DENVER – After a late legislative push fell apart, Colorado lawmakers won’t take action this session on one of the state’s most pressing financial dilemmas — a constitutional trigger that’s expected to cut statewide property taxes by as much as 15 percent in 2019.
Instead, a bipartisan coalition of 42 lawmakers in late April won approval to study the complicated policy issue in an interim committee this summer with the goal of sending voters a reform package on the 2020 ballot.
Since its adoption in 1982, the tax-limiting provision of the state constitution known as the Gallagher Amendment has steadily reduced residential assessment rates from 21 percent of a home’s value to 7.2 percent today. That’s provided relief to homeowners, who are constitutionally protected from paying more than 45 percent of the state property tax base, with commercial and other property owners picking up the rest. But it has also steadily chipped away at local government services, such as fire protection, that rely on property taxes for revenue.
Schools districts, too, have seen their property tax revenue plummet over the years, shifting more of the costs of education to the state government, which is required to backfill any decline in revenue.
There’s broad bipartisan agreement that the current trajectory is unsustainable. The state now covers 64 percent of the costs of schools, up from just 43 percent in the 1980s, squeezing other needs such as transportation.
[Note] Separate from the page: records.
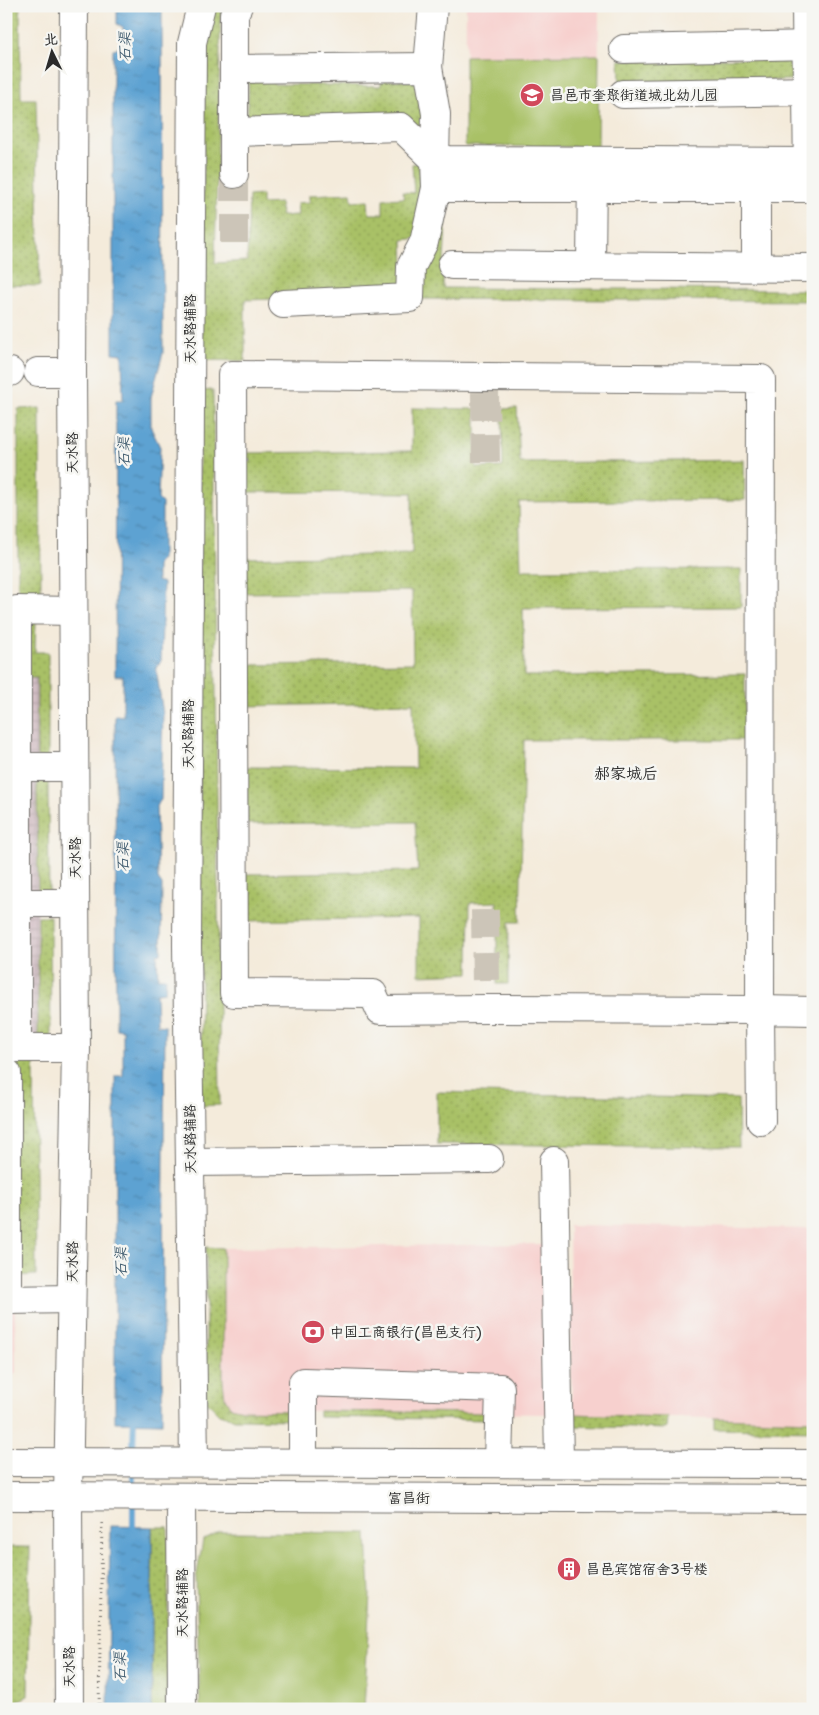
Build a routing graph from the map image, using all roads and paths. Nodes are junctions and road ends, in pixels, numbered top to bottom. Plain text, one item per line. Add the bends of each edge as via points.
1 (74, 6) edge
2 (201, 6) edge
3 (238, 6) edge
4 (433, 6) edge
5 (806, 6) edge
6 (810, 46) edge
7 (624, 49) dead end
8 (428, 67) junction
9 (234, 69) junction
10 (810, 91) edge
11 (623, 94) dead end
12 (234, 132) junction
13 (435, 160) junction
14 (592, 160) junction
15 (234, 174) tunnel mouth
16 (756, 174) junction
17 (811, 175) edge
18 (436, 188) junction
19 (592, 188) junction
20 (452, 265) dead end
21 (591, 266) junction
22 (756, 267) junction
23 (813, 268) edge
24 (283, 304) dead end
25 (38, 372) dead end
26 (72, 372) junction
27 (190, 375) junction
28 (232, 375) junction
29 (73, 611) junction
30 (17, 767) junction
31 (74, 767) junction
32 (17, 903) junction
33 (75, 903) junction
34 (760, 1010) junction
35 (813, 1011) edge
36 (76, 1048) junction
37 (10, 1057) edge
38 (761, 1121) dead end
39 (489, 1159) dead end
40 (554, 1161) dead end
41 (190, 1162) junction
42 (71, 1298) junction
43 (6, 1300) edge
44 (6, 1462) edge
45 (69, 1462) junction
46 (181, 1462) junction
47 (303, 1462) junction
48 (498, 1463) junction
49 (559, 1463) junction
50 (813, 1464) edge
51 (6, 1496) edge
52 (68, 1497) junction
53 (102, 1497) junction
54 (173, 1497) junction
55 (813, 1499) edge
56 (69, 1709) edge
57 (99, 1709) edge
58 (182, 1709) edge

1 - 26 street, 天水路
2 - 27 street, 天水路辅路 via 192,43
3 - 9 street via 234,14
4 - 8 street
5 - 6 street
6 - 7 street
6 - 10 street
8 - 9 street
8 - 13 street via 436,114
9 - 12 street
10 - 11 street
10 - 17 street
12 - 13 street via 401,127
12 - 15 street
13 - 14 street
13 - 18 street
14 - 16 street
14 - 19 street
16 - 17 street
16 - 19 street
16 - 22 street
18 - 19 street
18 - 24 street via 424,242 410,267 410,298
19 - 21 street
20 - 21 street
21 - 22 street
22 - 23 street
25 - 26 street
26 - 29 street, 天水路
27 - 28 street
27 - 41 street, 天水路辅路 via 187,946
28 - 34 street via 234,993 373,994 380,1010 486,998
28 - 34 street via 485,385 761,379
29 - 30 street via 17,610
29 - 31 street, 天水路
30 - 31 street
30 - 32 street
31 - 33 street, 天水路
32 - 33 street
32 - 37 street
33 - 36 street, 天水路
34 - 35 street
34 - 38 street
36 - 37 street
36 - 42 street, 天水路
37 - 43 street
39 - 41 street
40 - 49 street
41 - 46 street, 天水路辅路
42 - 43 street
42 - 45 street, 天水路
44 - 45 street
45 - 46 street
45 - 52 street, 天水路
46 - 47 street
47 - 48 street
47 - 48 street via 303,1382 500,1388
48 - 49 street
49 - 50 street
51 - 52 street, 富昌街
52 - 53 street, 富昌街
52 - 56 street, 天水路
53 - 54 street, 富昌街
53 - 57 path
54 - 55 street, 富昌街
54 - 58 street, 天水路辅路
But any solution is likely to be complicated – and politically difficult.
Rural areas are the hardest hit, but they are predominantly represented by Republicans who are ideologically opposed to higher taxes – even in the form of preventing future tax cuts.
Democrats have fewer qualms about raising taxes, but the urban areas they represent are largely being provided tax relief without the accompanying pinch on public services — at a time when the rising cost of living is among the top issues their constituents face.
Punting the discussion to the legislative off-season means Democratic Gov. John Hickenlooper is likely to leave office without accomplishing one of his top goals: A meaningful untangling of what he calls the state’s “fiscal thicket,” the complicated interplay between the state’s many constitutional requirements on spending and taxation.
Changing or repealing Gallagher requires a constitutional amendment, which needs supermajority support from lawmakers and voters.